This module contains a base class and a concrete implementation of obtaining card key material (or other card-individual parameters) from an external data source.
This is used e.g. to keep PIN/PUK data in some file on disk, avoiding the need of manually entering the related card-individual data on every operation with pySim-shell.
- class pySim.card_key_provider.CardKeyProvider¶
Base class, not containing any concrete implementation.
- abstract get(fields: List[str], key: str, value: str) Dict[str, str] ¶
Get multiple card-individual fields for identified card.
- Parameters:
fields – list of valid field names such as ‘ADM1’, ‘PIN1’, … which are to be obtained
key – look-up key to identify card data, such as ‘ICCID’
value – value for look-up key to identify card data
- Returns:
dictionary of {field, value} strings for each requested field from ‘fields’

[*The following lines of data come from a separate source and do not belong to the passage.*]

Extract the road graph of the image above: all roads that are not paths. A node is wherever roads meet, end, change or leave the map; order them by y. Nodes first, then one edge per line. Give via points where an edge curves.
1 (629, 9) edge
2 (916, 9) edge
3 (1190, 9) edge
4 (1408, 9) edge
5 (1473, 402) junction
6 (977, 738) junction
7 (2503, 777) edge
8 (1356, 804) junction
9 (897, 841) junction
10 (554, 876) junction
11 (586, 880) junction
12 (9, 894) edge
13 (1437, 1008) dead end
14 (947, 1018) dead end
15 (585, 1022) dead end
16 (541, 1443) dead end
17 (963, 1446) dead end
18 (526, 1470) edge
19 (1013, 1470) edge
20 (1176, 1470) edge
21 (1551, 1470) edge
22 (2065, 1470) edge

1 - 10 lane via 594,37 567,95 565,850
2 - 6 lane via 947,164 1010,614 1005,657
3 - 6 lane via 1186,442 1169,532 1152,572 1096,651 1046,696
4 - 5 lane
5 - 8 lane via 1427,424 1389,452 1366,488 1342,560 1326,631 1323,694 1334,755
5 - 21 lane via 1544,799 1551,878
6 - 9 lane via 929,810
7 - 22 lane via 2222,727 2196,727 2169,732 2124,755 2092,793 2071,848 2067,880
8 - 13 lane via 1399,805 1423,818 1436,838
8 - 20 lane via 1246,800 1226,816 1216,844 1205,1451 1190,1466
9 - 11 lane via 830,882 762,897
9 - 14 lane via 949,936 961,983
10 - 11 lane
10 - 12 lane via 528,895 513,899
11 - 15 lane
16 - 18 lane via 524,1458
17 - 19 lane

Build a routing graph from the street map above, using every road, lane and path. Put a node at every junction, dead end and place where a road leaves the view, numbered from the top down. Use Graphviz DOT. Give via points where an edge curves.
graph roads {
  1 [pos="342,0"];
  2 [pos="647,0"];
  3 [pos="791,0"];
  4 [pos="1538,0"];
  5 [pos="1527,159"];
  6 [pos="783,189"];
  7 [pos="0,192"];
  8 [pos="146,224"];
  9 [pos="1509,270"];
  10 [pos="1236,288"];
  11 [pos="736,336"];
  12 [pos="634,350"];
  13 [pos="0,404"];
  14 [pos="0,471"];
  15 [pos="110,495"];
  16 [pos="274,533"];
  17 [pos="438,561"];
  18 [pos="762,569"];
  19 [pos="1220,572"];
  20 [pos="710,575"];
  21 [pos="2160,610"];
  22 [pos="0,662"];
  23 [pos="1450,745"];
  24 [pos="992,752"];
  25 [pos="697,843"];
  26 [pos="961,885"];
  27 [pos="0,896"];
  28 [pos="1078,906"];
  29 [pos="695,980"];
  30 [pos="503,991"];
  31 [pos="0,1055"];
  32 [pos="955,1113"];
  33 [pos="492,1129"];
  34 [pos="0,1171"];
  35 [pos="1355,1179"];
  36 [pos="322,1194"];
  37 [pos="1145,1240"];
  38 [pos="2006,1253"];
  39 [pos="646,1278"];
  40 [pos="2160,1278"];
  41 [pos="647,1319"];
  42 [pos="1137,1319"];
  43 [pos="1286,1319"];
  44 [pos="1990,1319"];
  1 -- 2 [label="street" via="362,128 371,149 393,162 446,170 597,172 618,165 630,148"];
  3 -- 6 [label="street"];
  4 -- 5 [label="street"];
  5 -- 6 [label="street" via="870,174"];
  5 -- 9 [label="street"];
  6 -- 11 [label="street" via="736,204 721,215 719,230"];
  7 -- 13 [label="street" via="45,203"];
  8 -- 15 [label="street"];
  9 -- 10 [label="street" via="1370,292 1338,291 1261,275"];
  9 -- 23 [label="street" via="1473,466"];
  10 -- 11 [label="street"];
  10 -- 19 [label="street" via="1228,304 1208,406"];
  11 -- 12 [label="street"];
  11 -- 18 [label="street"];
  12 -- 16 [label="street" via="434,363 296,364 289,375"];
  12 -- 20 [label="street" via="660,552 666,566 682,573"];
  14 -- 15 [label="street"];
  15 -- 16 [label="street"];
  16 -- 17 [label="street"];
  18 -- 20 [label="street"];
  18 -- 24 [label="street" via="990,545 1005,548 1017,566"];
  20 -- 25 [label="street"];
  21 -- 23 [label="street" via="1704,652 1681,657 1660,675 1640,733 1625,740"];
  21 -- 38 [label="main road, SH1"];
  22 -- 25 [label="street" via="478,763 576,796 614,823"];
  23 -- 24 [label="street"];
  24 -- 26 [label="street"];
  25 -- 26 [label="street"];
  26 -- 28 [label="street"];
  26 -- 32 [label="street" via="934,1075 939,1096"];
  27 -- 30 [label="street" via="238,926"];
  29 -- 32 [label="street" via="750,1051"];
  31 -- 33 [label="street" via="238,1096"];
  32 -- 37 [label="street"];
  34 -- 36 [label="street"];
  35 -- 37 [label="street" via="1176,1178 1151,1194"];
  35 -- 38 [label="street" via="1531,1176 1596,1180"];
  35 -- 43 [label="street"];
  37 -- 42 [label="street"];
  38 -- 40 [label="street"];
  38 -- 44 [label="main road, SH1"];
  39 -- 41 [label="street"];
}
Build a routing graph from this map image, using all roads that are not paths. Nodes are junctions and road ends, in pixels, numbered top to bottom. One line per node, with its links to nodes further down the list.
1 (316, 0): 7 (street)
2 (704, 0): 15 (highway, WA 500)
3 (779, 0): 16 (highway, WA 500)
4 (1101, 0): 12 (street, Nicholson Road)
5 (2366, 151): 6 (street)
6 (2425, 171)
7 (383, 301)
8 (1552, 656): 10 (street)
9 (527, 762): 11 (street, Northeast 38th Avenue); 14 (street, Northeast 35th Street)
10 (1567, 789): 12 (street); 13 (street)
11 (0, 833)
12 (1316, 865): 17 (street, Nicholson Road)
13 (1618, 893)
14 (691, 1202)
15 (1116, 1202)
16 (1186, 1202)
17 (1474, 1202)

- get_field(field: str, key: str = 'ICCID', value: str = '') str | None ¶
get a single field from CSV file using a specified key/value pair
- class pySim.card_key_provider.CardKeyProviderCsv(filename: str)¶
Card key provider implementation that allows to query against a specified CSV file
- Parameters:
filename – file name (path) of CSV file containing card-individual key/data
- get(fields: List[str], key: str, value: str) Dict[str, str] ¶
Get multiple card-individual fields for identified card.
- Parameters:
fields – list of valid field names such as ‘ADM1’, ‘PIN1’, … which are to be obtained
key – look-up key to identify card data, such as ‘ICCID’
value – value for look-up key to identify card data
- Returns:
dictionary of {field, value} strings for each requested field from ‘fields’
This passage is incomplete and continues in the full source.